| Work order |
The exercise calls for every entry that follows to be repeated exactly.

-- Opening Marker --

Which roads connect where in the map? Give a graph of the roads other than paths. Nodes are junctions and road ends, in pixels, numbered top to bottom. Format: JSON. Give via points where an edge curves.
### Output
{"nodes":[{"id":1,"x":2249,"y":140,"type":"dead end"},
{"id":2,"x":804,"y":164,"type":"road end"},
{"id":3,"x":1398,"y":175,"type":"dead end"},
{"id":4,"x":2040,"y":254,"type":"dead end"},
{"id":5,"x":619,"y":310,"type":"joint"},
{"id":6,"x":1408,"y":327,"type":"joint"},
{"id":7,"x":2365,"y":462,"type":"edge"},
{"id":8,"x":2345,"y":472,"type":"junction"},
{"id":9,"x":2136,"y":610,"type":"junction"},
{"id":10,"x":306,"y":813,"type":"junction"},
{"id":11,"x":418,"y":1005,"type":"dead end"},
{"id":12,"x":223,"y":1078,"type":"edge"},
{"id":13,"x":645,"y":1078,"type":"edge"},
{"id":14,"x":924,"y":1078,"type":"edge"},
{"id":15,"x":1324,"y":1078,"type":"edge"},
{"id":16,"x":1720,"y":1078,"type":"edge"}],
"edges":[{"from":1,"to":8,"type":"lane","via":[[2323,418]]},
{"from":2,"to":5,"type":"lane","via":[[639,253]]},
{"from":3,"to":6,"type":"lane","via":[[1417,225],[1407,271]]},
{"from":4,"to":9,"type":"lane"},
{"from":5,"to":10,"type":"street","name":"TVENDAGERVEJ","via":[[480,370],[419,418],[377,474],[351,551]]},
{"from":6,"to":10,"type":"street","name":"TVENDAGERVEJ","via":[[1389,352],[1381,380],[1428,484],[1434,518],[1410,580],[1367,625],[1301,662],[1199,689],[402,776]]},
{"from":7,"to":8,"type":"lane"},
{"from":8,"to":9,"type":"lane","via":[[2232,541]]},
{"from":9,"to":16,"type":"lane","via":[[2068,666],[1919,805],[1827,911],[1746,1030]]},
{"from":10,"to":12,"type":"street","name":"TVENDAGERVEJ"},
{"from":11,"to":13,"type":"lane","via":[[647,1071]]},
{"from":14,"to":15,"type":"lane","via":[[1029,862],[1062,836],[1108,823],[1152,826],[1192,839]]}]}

-- Closing Marker --

| Reply to the task |
Which roads connect where in the map? Give a graph of the roads other than paths. Nodes are junctions and road ends, in pixels, numbered top to bottom. Format: JSON. Give via points where an edge curves.
### Output
{"nodes":[{"id":1,"x":2249,"y":140,"type":"dead end"},
{"id":2,"x":804,"y":164,"type":"road end"},
{"id":3,"x":1398,"y":175,"type":"dead end"},
{"id":4,"x":2040,"y":254,"type":"dead end"},
{"id":5,"x":619,"y":310,"type":"joint"},
{"id":6,"x":1408,"y":327,"type":"joint"},
{"id":7,"x":2365,"y":462,"type":"edge"},
{"id":8,"x":2345,"y":472,"type":"junction"},
{"id":9,"x":2136,"y":610,"type":"junction"},
{"id":10,"x":306,"y":813,"type":"junction"},
{"id":11,"x":418,"y":1005,"type":"dead end"},
{"id":12,"x":223,"y":1078,"type":"edge"},
{"id":13,"x":645,"y":1078,"type":"edge"},
{"id":14,"x":924,"y":1078,"type":"edge"},
{"id":15,"x":1324,"y":1078,"type":"edge"},
{"id":16,"x":1720,"y":1078,"type":"edge"}],
"edges":[{"from":1,"to":8,"type":"lane","via":[[2323,418]]},
{"from":2,"to":5,"type":"lane","via":[[639,253]]},
{"from":3,"to":6,"type":"lane","via":[[1417,225],[1407,271]]},
{"from":4,"to":9,"type":"lane"},
{"from":5,"to":10,"type":"street","name":"TVENDAGERVEJ","via":[[480,370],[419,418],[377,474],[351,551]]},
{"from":6,"to":10,"type":"street","name":"TVENDAGERVEJ","via":[[1389,352],[1381,380],[1428,484],[1434,518],[1410,580],[1367,625],[1301,662],[1199,689],[402,776]]},
{"from":7,"to":8,"type":"lane"},
{"from":8,"to":9,"type":"lane","via":[[2232,541]]},
{"from":9,"to":16,"type":"lane","via":[[2068,666],[1919,805],[1827,911],[1746,1030]]},
{"from":10,"to":12,"type":"street","name":"TVENDAGERVEJ"},
{"from":11,"to":13,"type":"lane","via":[[647,1071]]},
{"from":14,"to":15,"type":"lane","via":[[1029,862],[1062,836],[1108,823],[1152,826],[1192,839]]}]}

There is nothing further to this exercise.